Below are records; copy every line among them that contains the word "Left".
------ Entries supplied
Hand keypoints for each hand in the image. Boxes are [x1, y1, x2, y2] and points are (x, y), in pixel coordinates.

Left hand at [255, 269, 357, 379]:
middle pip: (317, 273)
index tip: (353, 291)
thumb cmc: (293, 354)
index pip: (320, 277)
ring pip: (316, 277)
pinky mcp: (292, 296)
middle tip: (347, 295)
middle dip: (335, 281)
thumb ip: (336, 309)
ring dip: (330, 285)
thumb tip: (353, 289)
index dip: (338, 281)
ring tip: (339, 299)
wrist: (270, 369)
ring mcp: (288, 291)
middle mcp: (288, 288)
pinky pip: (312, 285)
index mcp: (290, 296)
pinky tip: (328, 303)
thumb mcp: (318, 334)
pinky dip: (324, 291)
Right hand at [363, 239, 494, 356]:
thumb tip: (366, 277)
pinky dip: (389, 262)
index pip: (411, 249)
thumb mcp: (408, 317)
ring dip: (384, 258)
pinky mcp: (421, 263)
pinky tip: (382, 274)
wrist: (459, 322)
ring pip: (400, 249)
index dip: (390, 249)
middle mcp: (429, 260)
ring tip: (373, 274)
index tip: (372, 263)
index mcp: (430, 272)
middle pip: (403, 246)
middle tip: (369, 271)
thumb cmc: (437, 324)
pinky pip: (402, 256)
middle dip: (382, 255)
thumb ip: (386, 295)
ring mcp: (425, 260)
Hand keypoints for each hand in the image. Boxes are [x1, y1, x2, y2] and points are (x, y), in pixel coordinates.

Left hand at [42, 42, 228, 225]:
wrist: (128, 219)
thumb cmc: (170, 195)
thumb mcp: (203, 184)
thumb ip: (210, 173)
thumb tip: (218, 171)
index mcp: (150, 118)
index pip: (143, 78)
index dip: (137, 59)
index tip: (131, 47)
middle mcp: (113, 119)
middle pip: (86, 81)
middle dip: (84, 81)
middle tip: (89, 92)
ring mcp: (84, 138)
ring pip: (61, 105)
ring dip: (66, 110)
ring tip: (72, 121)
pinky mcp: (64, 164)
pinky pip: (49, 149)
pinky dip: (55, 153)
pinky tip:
------------
------ Entries supplied
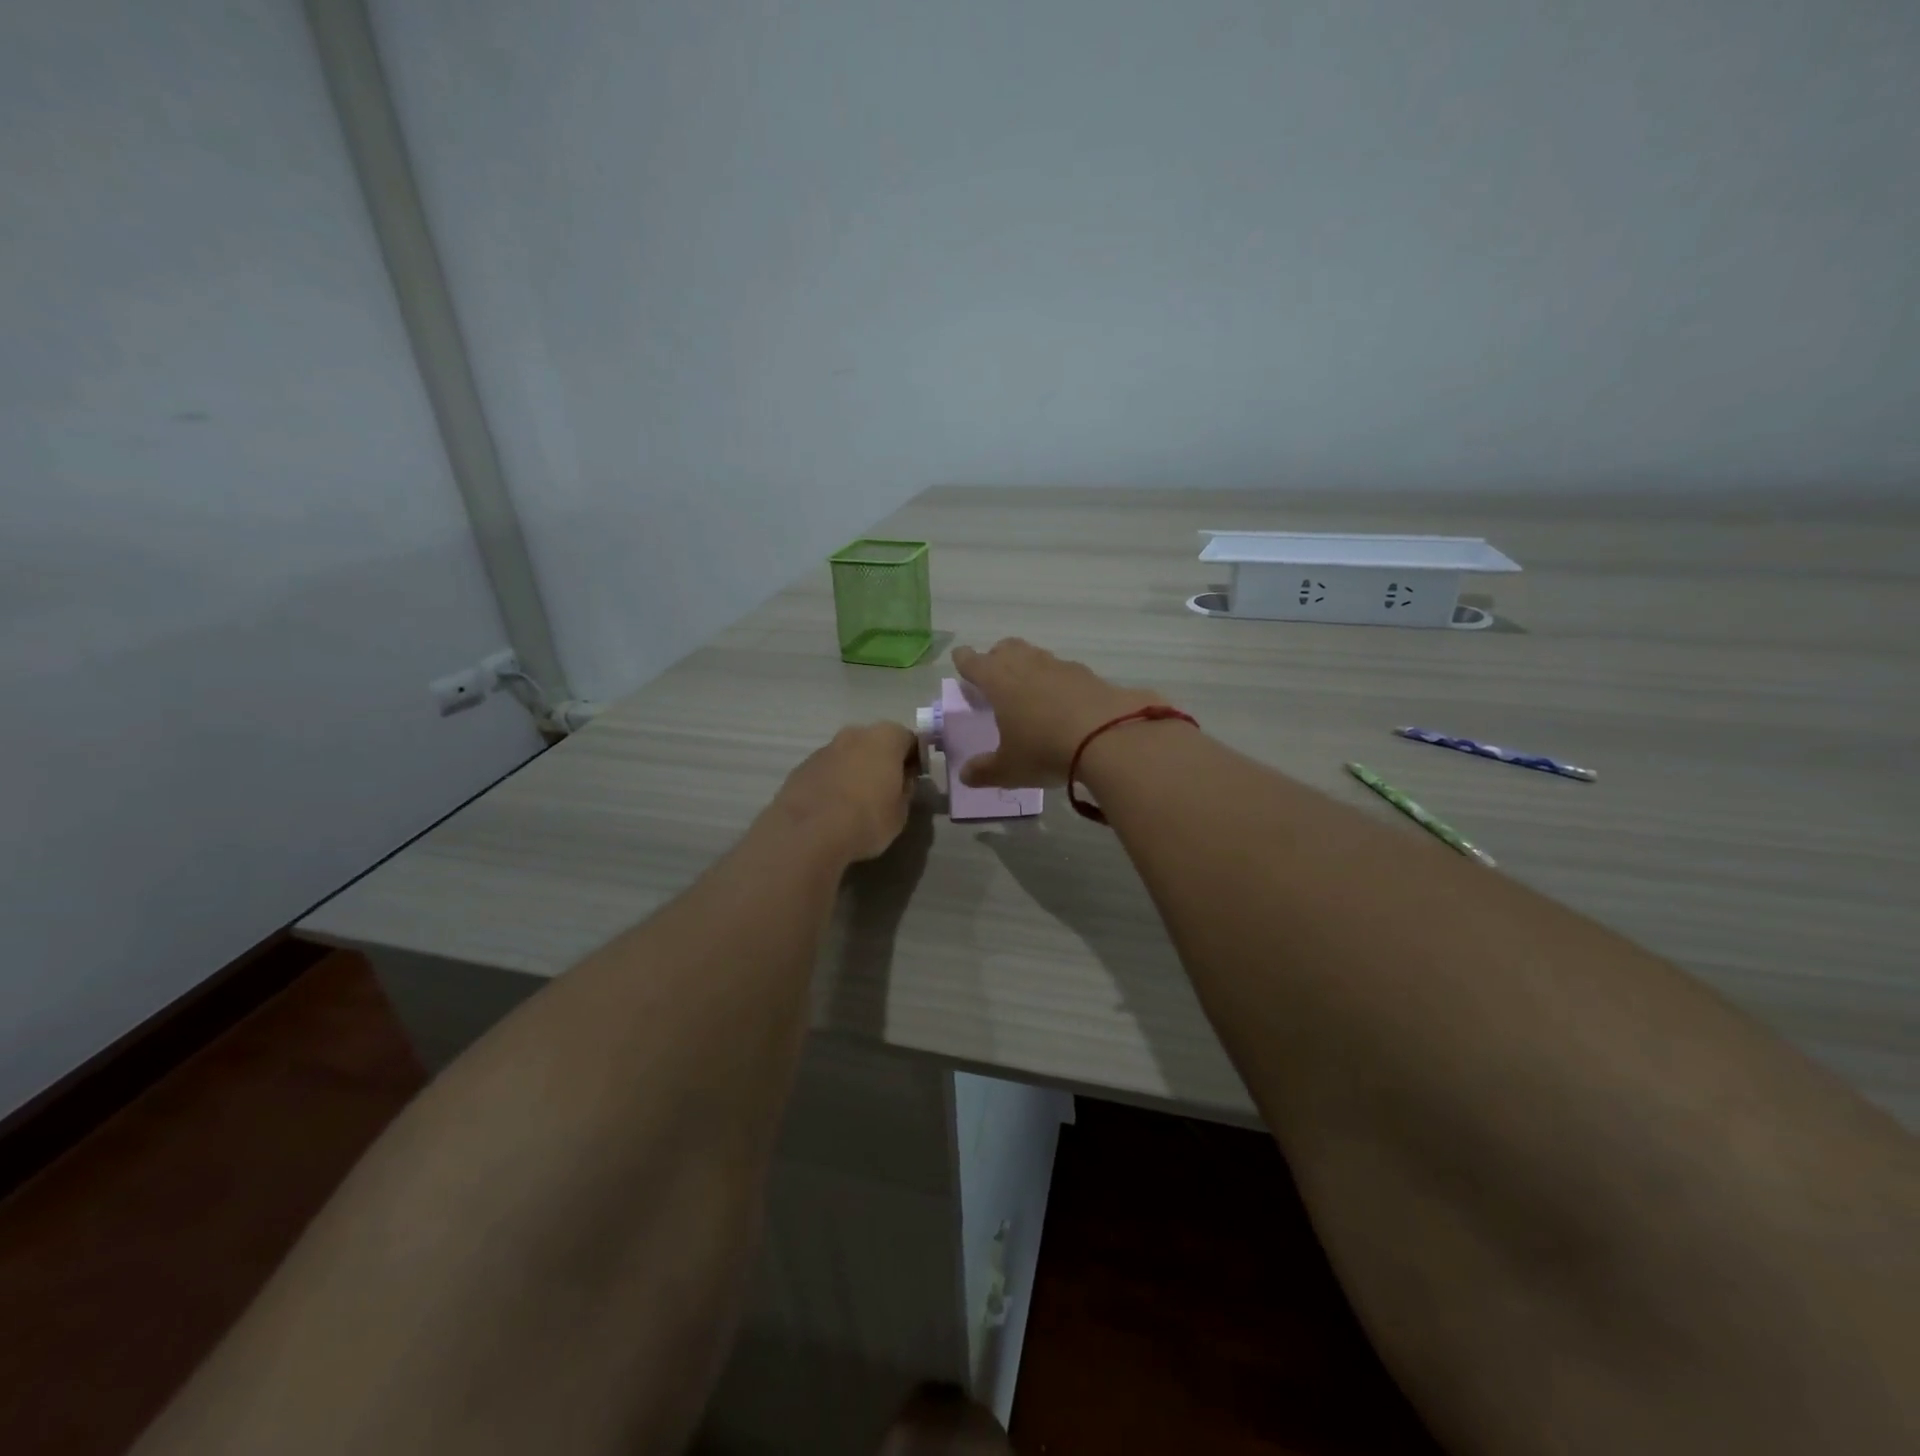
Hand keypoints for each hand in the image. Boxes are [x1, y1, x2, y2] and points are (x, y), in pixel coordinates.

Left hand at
------------
------ Entries supplied
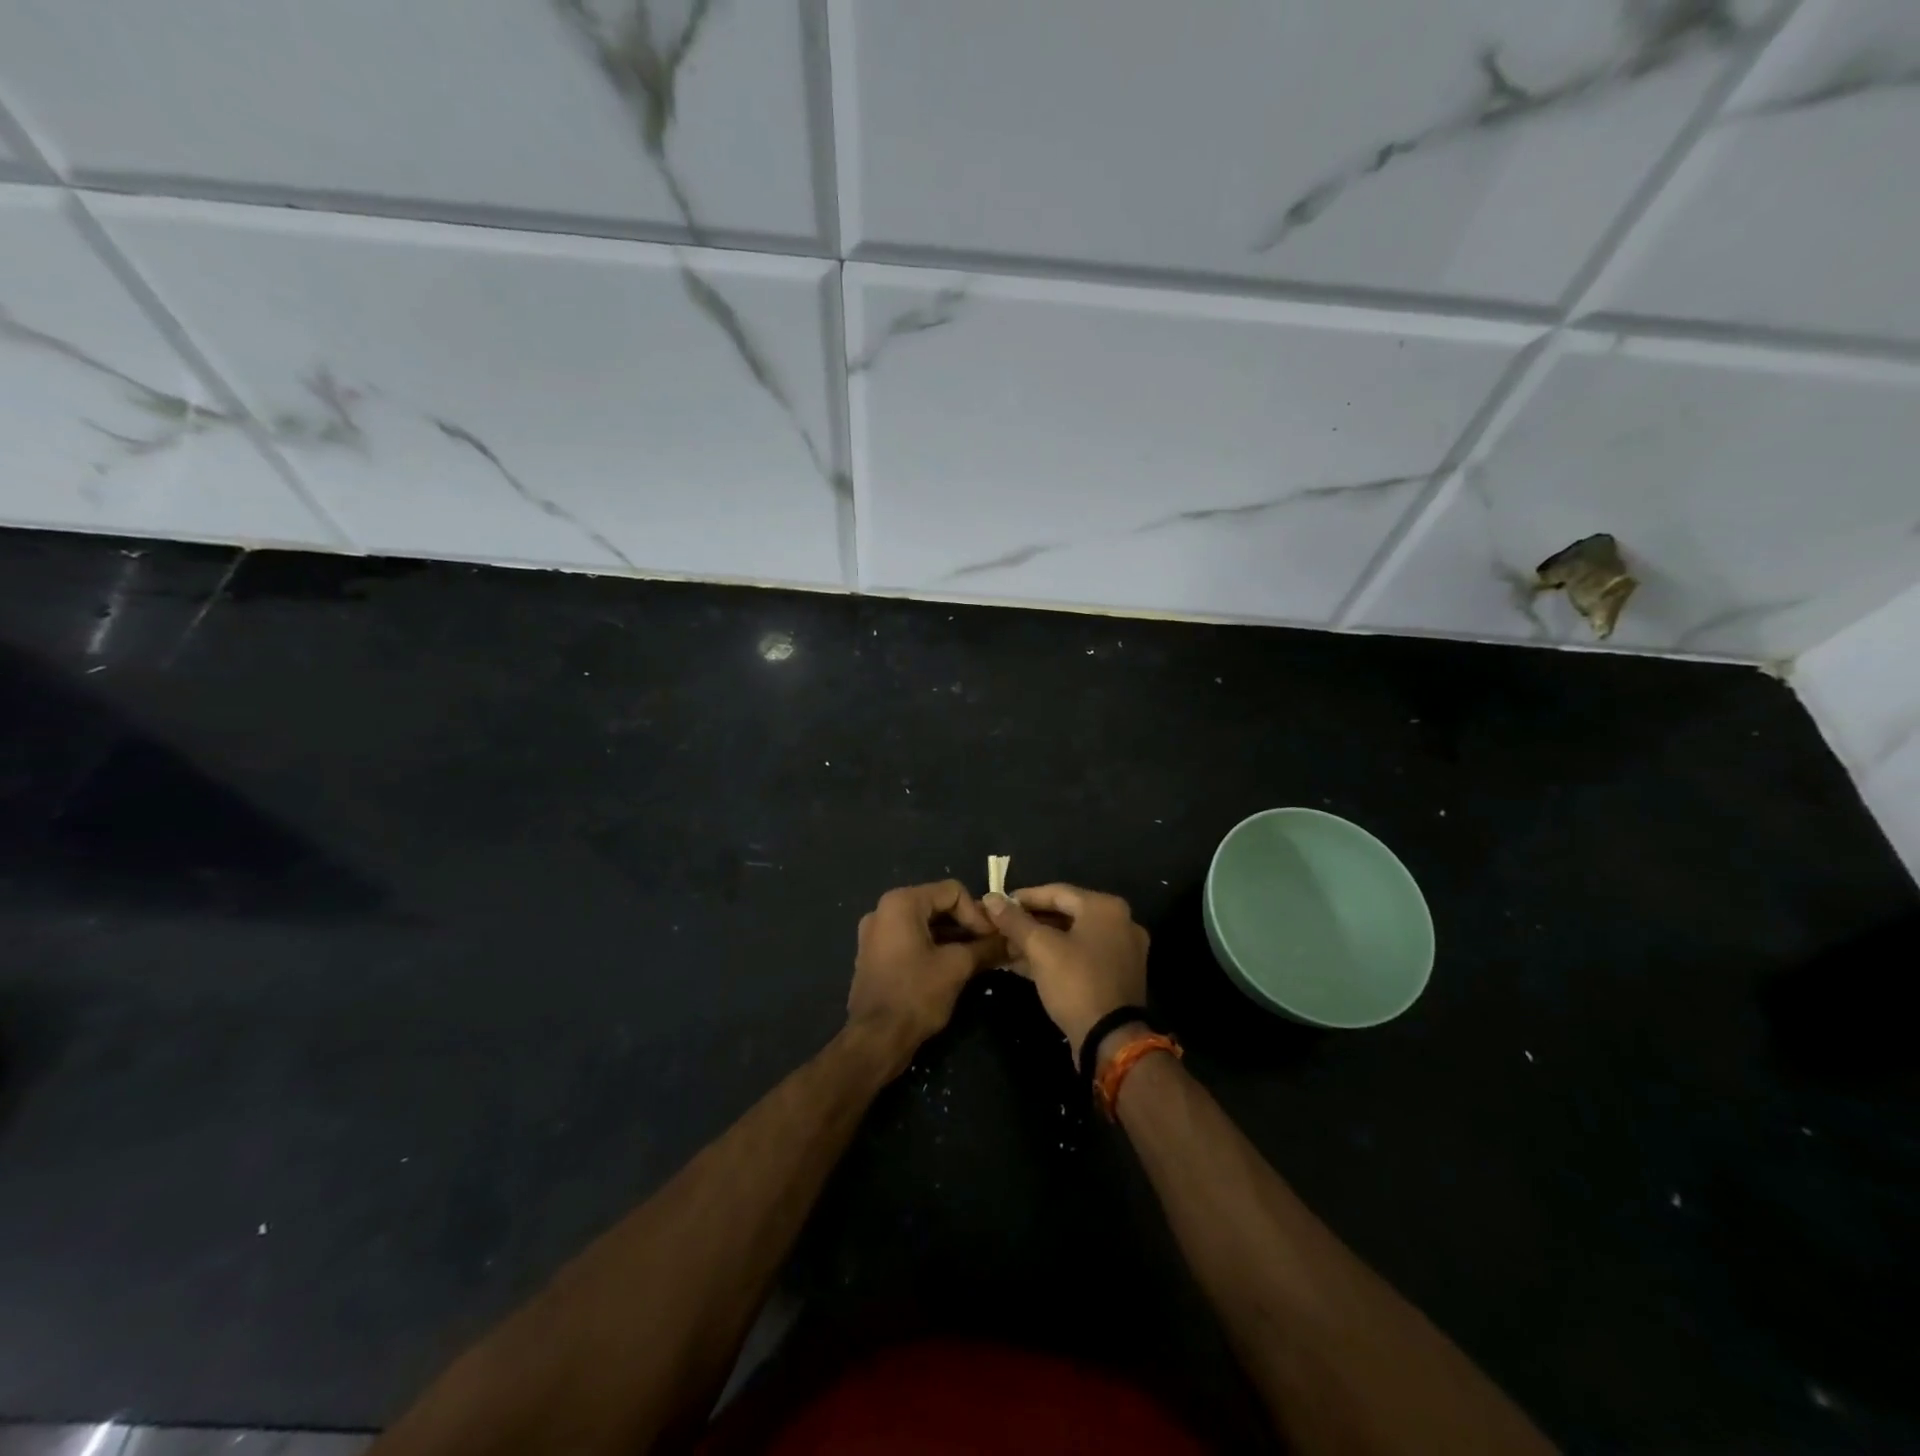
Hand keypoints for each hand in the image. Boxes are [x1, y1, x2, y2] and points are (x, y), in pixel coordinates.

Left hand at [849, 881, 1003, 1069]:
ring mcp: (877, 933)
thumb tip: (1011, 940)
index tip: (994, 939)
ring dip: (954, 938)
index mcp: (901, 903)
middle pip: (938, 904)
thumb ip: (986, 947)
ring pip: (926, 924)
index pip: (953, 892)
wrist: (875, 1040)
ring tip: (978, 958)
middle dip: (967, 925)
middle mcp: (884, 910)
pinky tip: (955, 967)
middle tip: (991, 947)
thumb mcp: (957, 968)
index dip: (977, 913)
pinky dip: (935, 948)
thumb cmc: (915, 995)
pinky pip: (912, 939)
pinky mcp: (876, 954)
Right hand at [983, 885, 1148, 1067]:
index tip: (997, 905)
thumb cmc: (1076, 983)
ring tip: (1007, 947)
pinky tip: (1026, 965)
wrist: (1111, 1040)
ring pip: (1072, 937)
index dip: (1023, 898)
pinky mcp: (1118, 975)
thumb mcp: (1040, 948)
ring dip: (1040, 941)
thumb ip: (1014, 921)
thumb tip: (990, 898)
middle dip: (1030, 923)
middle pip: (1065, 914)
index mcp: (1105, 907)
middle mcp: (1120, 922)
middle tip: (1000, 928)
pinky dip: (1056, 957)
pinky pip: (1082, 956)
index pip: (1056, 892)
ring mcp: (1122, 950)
------------
Response to this task.
Left hand at [255, 269, 357, 379]:
Left hand at [42, 42, 228, 225]:
Left hand at
Left hand at [849, 881, 1003, 1069]:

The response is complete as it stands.